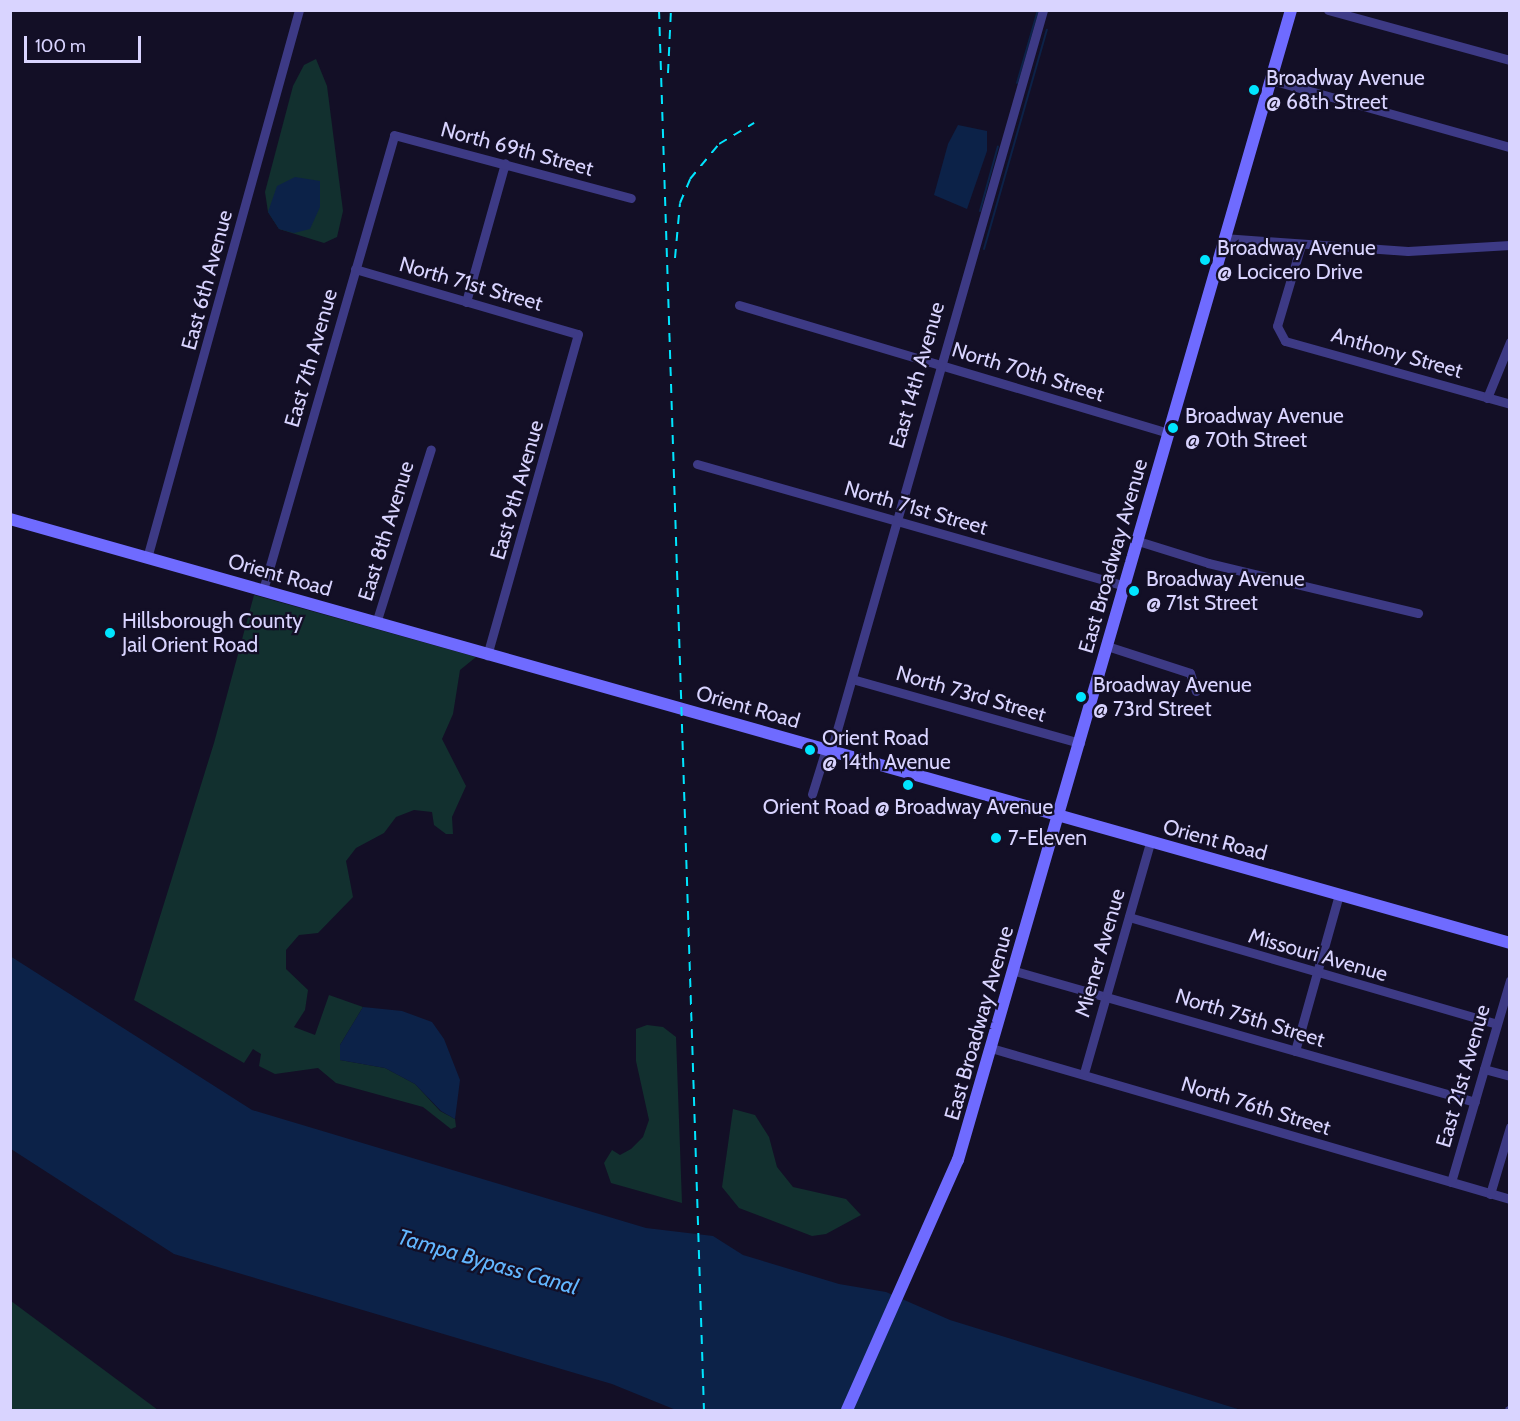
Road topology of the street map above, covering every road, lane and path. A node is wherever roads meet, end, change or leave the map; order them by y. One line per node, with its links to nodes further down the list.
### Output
1 (299, 10): 28 (street, East 6th Avenue)
2 (1043, 10): 19 (street, East 14th Avenue)
3 (1291, 10): 6 (street, East Broadway Avenue)
4 (1328, 10): 5 (street)
5 (1509, 60)
6 (1271, 80): 8 (street); 11 (street, East Broadway Avenue)
7 (394, 135): 9 (street, North 69th Street); 14 (street, East 7th Avenue)
8 (1509, 147)
9 (505, 163): 10 (street, North 69th Street); 15 (street)
10 (631, 198)
11 (1222, 238): 12 (street); 22 (street, East Broadway Avenue)
12 (1300, 245): 13 (street); 20 (street, Anthony Street)
13 (1509, 245)
14 (355, 268): 15 (street, North 71st Street); 30 (street, East 7th Avenue)
15 (466, 302): 17 (street, North 71st Street)
16 (739, 305): 19 (street, North 70th Street)
17 (578, 334): 34 (street, East 9th Avenue)
18 (1509, 342): 20 (street)
19 (939, 364): 22 (street, North 70th Street); 26 (street, East 14th Avenue)
20 (1487, 398): 21 (street, Anthony Street)
21 (1509, 404)
22 (1169, 433): 27 (street, East Broadway Avenue)
23 (431, 449): 32 (street, East 8th Avenue)
24 (697, 464): 26 (street, North 71st Street)
25 (10, 519): 28 (street, Orient Road)
26 (894, 520): 29 (street, North 71st Street); 35 (street, East 14th Avenue)
27 (1138, 541): 29 (street, East Broadway Avenue); 31 (street)
28 (147, 558): 30 (street, Orient Road)
29 (1124, 586): 33 (street, East Broadway Avenue)
30 (263, 590): 32 (street, Orient Road)
31 (1418, 613)
32 (376, 623): 34 (street, Orient Road)
33 (1107, 646): 36 (street); 37 (street, East Broadway Avenue)
34 (487, 655): 38 (street, Orient Road)
35 (852, 679): 37 (street, North 73rd Street); 38 (street, East 14th Avenue)
36 (1196, 691)
37 (1080, 743): 40 (street, East Broadway Avenue)
38 (828, 750): 39 (street, East 14th Avenue); 40 (street, Orient Road)
39 (812, 794)
40 (1059, 817): 41 (street, Orient Road); 45 (street, East Broadway Avenue)
41 (1150, 843): 42 (street, Orient Road); 43 (street, Miener Avenue)
42 (1339, 894): 44 (street, Orient Road); 46 (street)
43 (1129, 917): 46 (street, Missouri Avenue); 48 (street, Miener Avenue)
44 (1509, 943)
45 (1015, 971): 48 (street, North 75th Street); 50 (street, East Broadway Avenue)
46 (1316, 974): 49 (street, Missouri Avenue); 51 (street)
47 (1509, 980): 49 (street, East 21st Avenue)
48 (1107, 995): 51 (street, North 75th Street); 53 (street, Miener Avenue)
49 (1497, 1024): 52 (street, East 21st Avenue)
50 (991, 1048): 53 (street, North 76th Street); 60 (street, East Broadway Avenue)
51 (1294, 1050): 55 (street, North 75th Street)
52 (1485, 1069): 54 (street); 55 (street, East 21st Avenue)
53 (1084, 1073): 57 (street, North 76th Street)
54 (1509, 1076)
55 (1475, 1102): 57 (street, East 21st Avenue)
56 (1509, 1127): 58 (street)
57 (1451, 1182): 58 (street, North 76th Street)
58 (1490, 1194): 59 (street, North 76th Street)
59 (1509, 1199)
60 (848, 1410)

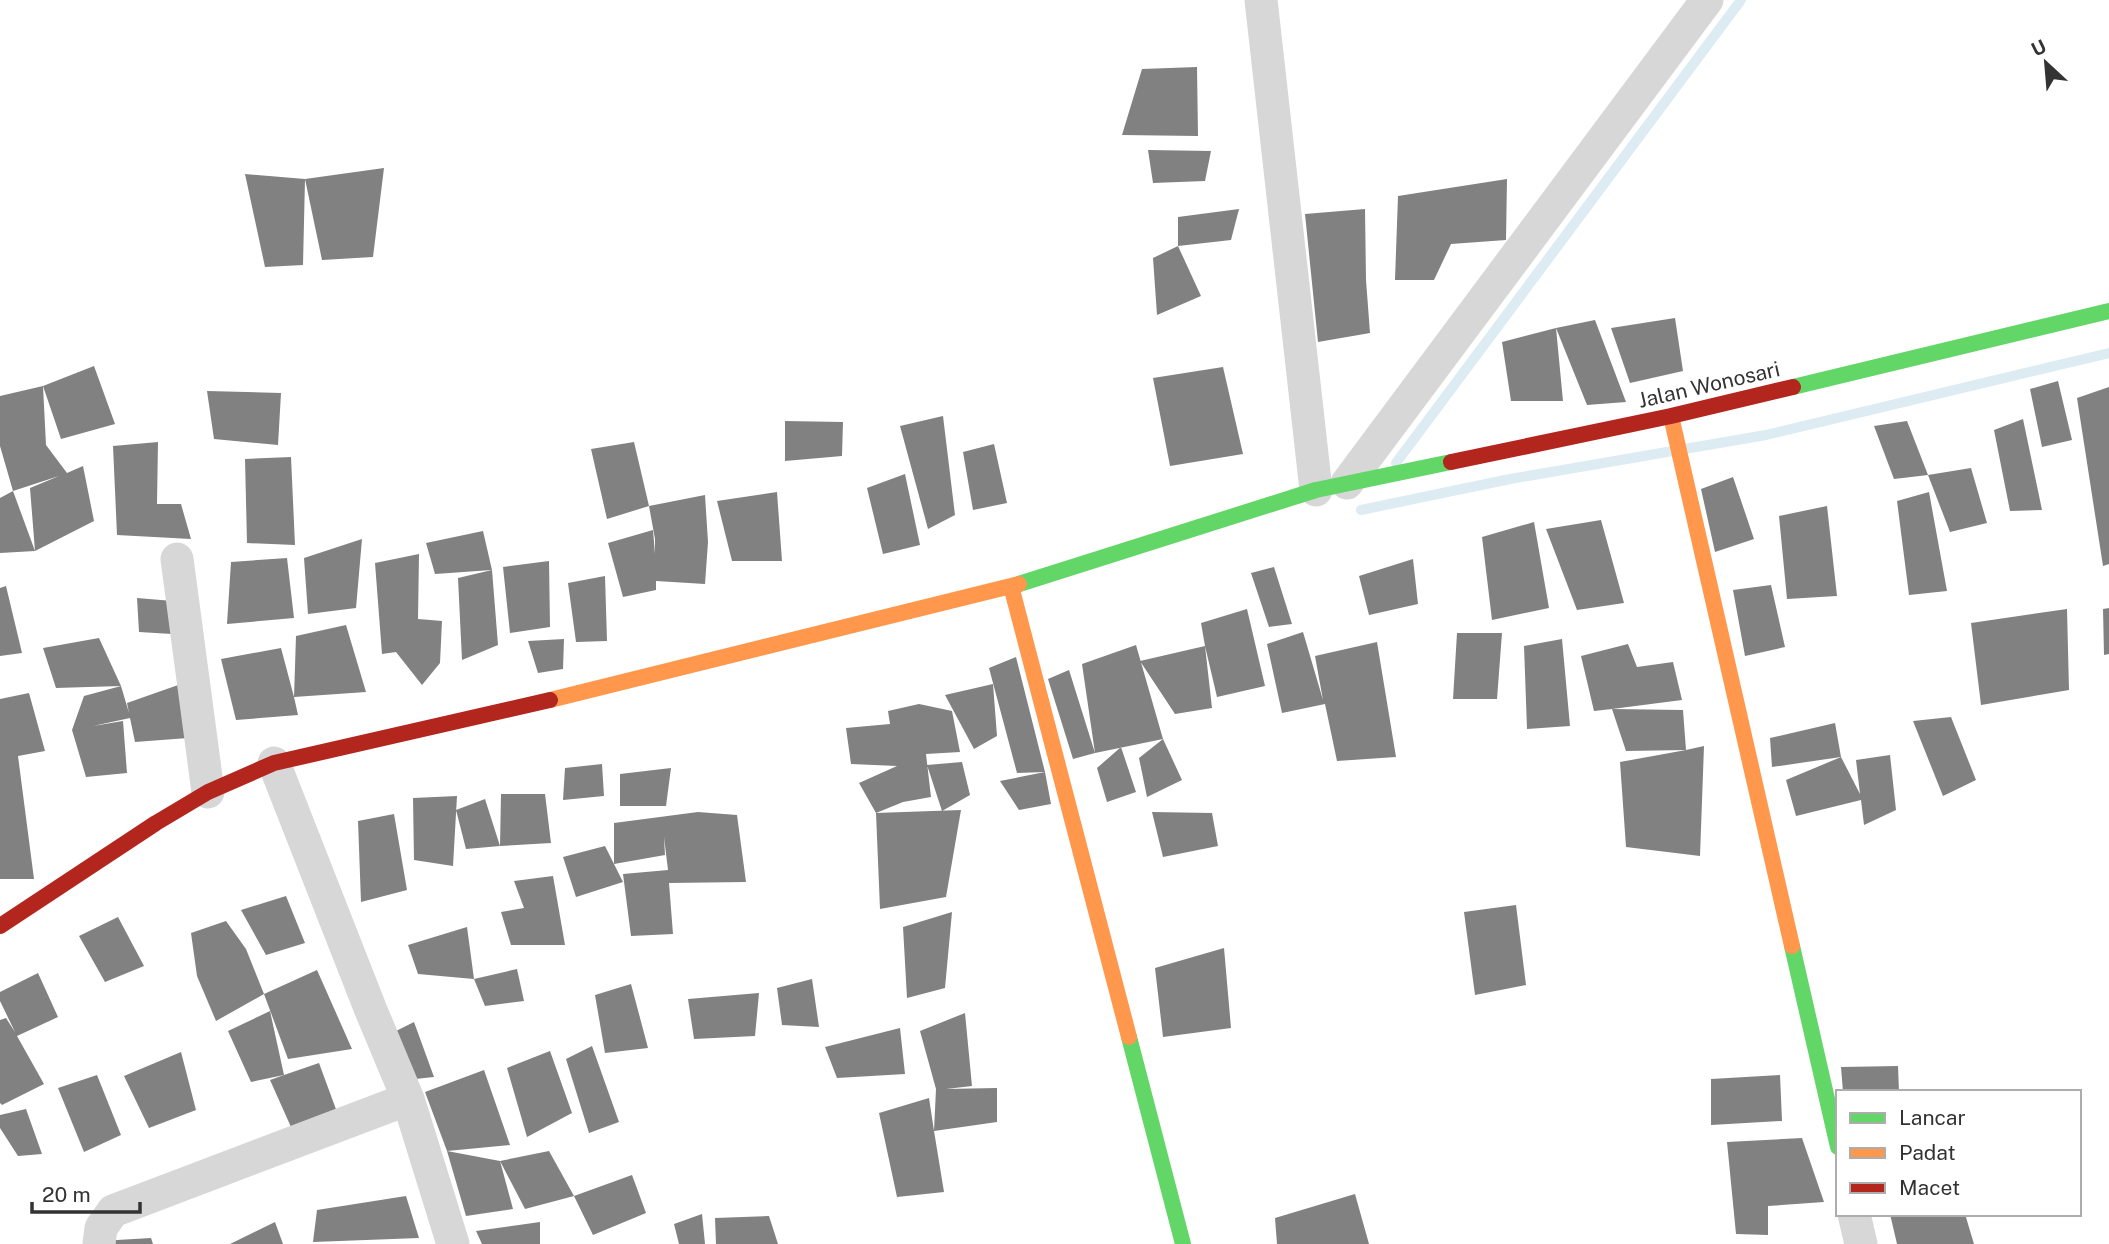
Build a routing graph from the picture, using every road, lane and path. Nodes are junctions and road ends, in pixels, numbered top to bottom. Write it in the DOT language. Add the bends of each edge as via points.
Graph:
graph roads {
  1 [pos="1261,0"];
  2 [pos="1707,0"];
  3 [pos="2109,311"];
  4 [pos="1671,416"];
  5 [pos="1344,483"];
  6 [pos="177,559"];
  7 [pos="1011,586"];
  8 [pos="285,790"];
  9 [pos="208,792"];
  10 [pos="0,926"];
  11 [pos="408,1099"];
  12 [pos="1836,1138"];
  13 [pos="1854,1216"];
  14 [pos="99,1244"];
  15 [pos="453,1244"];
  16 [pos="1183,1244"];
  17 [pos="1861,1244"];
  1 -- 5 [label="street"];
  2 -- 5 [label="street"];
  3 -- 4 [label="street, Jalan Wonosari"];
  4 -- 5 [label="street, Jalan Wonosari"];
  4 -- 12 [label="street"];
  5 -- 7 [label="street, Jalan Wonosari"];
  6 -- 9 [label="street"];
  7 -- 8 [label="street, Jalan Wonosari" via="457,723"];
  7 -- 16 [label="street"];
  8 -- 9 [label="street, Jalan Wonosari"];
  8 -- 11 [label="street"];
  9 -- 10 [label="street, Jalan Wonosari"];
  11 -- 14 [label="street" via="113,1211 101,1228"];
  11 -- 15 [label="street"];
  13 -- 17 [label="street"];
}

=======

Description of the task
From the line containing "Build a routing" to the final line of the entries, print every line exactly and nothing else.

Output of the task
Build a routing graph from the picture, using every road, lane and path. Nodes are junctions and road ends, in pixels, numbered top to bottom. Write it in the DOT language. Add the bends of each edge as via points.
Graph:
graph roads {
  1 [pos="1261,0"];
  2 [pos="1707,0"];
  3 [pos="2109,311"];
  4 [pos="1671,416"];
  5 [pos="1344,483"];
  6 [pos="177,559"];
  7 [pos="1011,586"];
  8 [pos="285,790"];
  9 [pos="208,792"];
  10 [pos="0,926"];
  11 [pos="408,1099"];
  12 [pos="1836,1138"];
  13 [pos="1854,1216"];
  14 [pos="99,1244"];
  15 [pos="453,1244"];
  16 [pos="1183,1244"];
  17 [pos="1861,1244"];
  1 -- 5 [label="street"];
  2 -- 5 [label="street"];
  3 -- 4 [label="street, Jalan Wonosari"];
  4 -- 5 [label="street, Jalan Wonosari"];
  4 -- 12 [label="street"];
  5 -- 7 [label="street, Jalan Wonosari"];
  6 -- 9 [label="street"];
  7 -- 8 [label="street, Jalan Wonosari" via="457,723"];
  7 -- 16 [label="street"];
  8 -- 9 [label="street, Jalan Wonosari"];
  8 -- 11 [label="street"];
  9 -- 10 [label="street, Jalan Wonosari"];
  11 -- 14 [label="street" via="113,1211 101,1228"];
  11 -- 15 [label="street"];
  13 -- 17 [label="street"];
}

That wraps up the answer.